The bike resisted him, so he pedaled with a ferocious heart until the Old Tucson Book Store loomed into sight. There was a reason for the word, old, hethought as his tires went bump-bump-bump over the gravel surface that led around to the back. The one-story building, like many along the weathered street, whimpered for a drink of fresh paint, indicated by its cracks, peeling stucco, and remnants of graffiti the store owner ignored. Still, the building wasn’t all bad. Probably its best feature was the bright orange door that beckoned customers to enter; but once inside, the gray walls and uneven floor—oh, and the remnants of marijuana smoke and microwave popcorn—made even the most curious customer leave.
After leaning his bike against the garage wall, Darren entered the building’s rear door on soft feet. The shop sighed when he stumbled, mimicking its long-time owner, Mr. Saguaro—Darren never knew his real name—who usually only muttered whenever Darren arrived while his eyes made love to the artwork hung on three of the four walls. All Saguaros. The east wall highlighted Saguaros stoically keeping watch over its underlings—small cacti, unkempt shrubs, and a smattering of Joshua trees. The west wall proudly boasted Saguaros that held the mountains upright—the thick cacti arms opened wide to catch a tumbling rock like a mother who catches a tumbling toddler. But the ones that deserved special attention made their home to the north.
The north, known as the celebrity wall, where Mr. Saguaro—called Mr. Sag, for short—hung select Saguaro artwork—the ones that got headlines or held the title of biggest, largest, oldest, like the Saguaro deemed the Grand One from Tonto National Forest that towered at 46 feet; next rested a print of Old Granddaddy from Tucson’s Saguaro National Park with fifty-two arms and the title of “oldest known cactus in the world.”
And then there was the one that mocked the rest because, well, according to Mr. Sag, it deserved the honor. The one and only oil painting with a gold wooden frame. The one and only oil painting he had actually purchased from an art studio and not a discount store. The one and only oil painting where Mr. Sag had mounted a picture light he found in a dumpster to show the world—or at least his customers—that number one, he was an art connoisseur, and number two, he was—but without the financial support—a patron of the arts.
The one and only oil painting was the crested Saguaro. Its fan-like tips resembled giant waving hands, and Mr. Sag referred to it, with bated breath, as his one and only favorite.
“It’s a crested Saguaro. Very rare,” Mr. Sag would say to whoever glanced in the painting’s direction.
With the Saguaro shrine behind him, Darren’s shoulders relaxed as he approached the main store area. I’m in luck, he thought. Mr. Sag must’ve gone out for a coffee.Humming at the pleasant thought and the realization he truly alone, Darren strolled over to a pile of books that needed sorting. Then, his humming faltered. Then stopped. Darren gulped as Mr. Sag’s weathered body stood up from the chipped wooden chair he kept in the corner. Today, the old man wore a tie-dyed purple and yellow tee shirt along with his standard worn jeans. A silver Cuban link bracelet slid down his bony wrist as he lifted a palmful of popcorn to his lips. Darren waited while Mr. Sag finished chewing, but before he could utter, “I’m sorry I’m late,” Mr. Sag lifted a tattooed arm.
“You’re late again, so you’re fired, boy. Now get out of here, and don’t come back!”
Darren sniffled, not from emotion, but from a cloud dust. Being Tucson, and being an old building, and being the windows were old and not fitted properly, dust did a slow dance around anyone who stood long enough to notice. He coughed to buy time; he knew he needed this job. Wanted this job. Because as shitty as the pay and his treatment by old Mr. Sag, Darren had nowhere else to go. Nothing to do until his mom picked him up in August to return home and then maybe he’d be back to spend a holiday. That’s what happened when his parents got divorced; his dad moved across the country for a fresh start, and summers and occasional holidays were the only times Darren got to see his dad. He accepted it.
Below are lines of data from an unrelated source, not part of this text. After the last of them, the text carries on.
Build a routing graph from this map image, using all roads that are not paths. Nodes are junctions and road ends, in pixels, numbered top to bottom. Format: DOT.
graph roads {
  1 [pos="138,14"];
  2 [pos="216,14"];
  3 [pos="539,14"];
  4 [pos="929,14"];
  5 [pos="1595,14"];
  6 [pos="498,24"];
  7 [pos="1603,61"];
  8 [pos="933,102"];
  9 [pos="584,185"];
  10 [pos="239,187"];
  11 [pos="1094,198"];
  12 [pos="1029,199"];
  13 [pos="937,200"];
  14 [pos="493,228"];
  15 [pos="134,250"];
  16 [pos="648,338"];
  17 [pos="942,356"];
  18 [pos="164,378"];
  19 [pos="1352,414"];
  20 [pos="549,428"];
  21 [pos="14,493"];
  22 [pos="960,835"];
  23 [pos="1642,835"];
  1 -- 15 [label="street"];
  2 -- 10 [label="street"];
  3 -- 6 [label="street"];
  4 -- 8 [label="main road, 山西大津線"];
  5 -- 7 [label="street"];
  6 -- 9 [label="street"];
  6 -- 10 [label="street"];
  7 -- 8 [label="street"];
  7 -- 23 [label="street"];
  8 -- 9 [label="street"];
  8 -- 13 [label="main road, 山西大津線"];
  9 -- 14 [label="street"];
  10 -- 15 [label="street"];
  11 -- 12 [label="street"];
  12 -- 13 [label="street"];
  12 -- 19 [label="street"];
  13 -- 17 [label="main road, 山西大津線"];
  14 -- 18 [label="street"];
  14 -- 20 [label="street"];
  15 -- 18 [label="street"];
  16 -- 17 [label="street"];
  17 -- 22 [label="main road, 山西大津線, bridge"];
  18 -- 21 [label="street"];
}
Not a sound was heard except for the heavy tick-tock of the huge black clock that hung above the cash register. Mr. Sag’s dark eyes never left Darren’s as he continued shoving popcorn into his greedy mouth. Finally, Mr. Sag cocked his silver head. “Are you deaf, boy? I told you to get out. I’m sick of you being late. I’m running a business here. This is my livelihood. My life. This ain’t no hobby for me like it is to you.”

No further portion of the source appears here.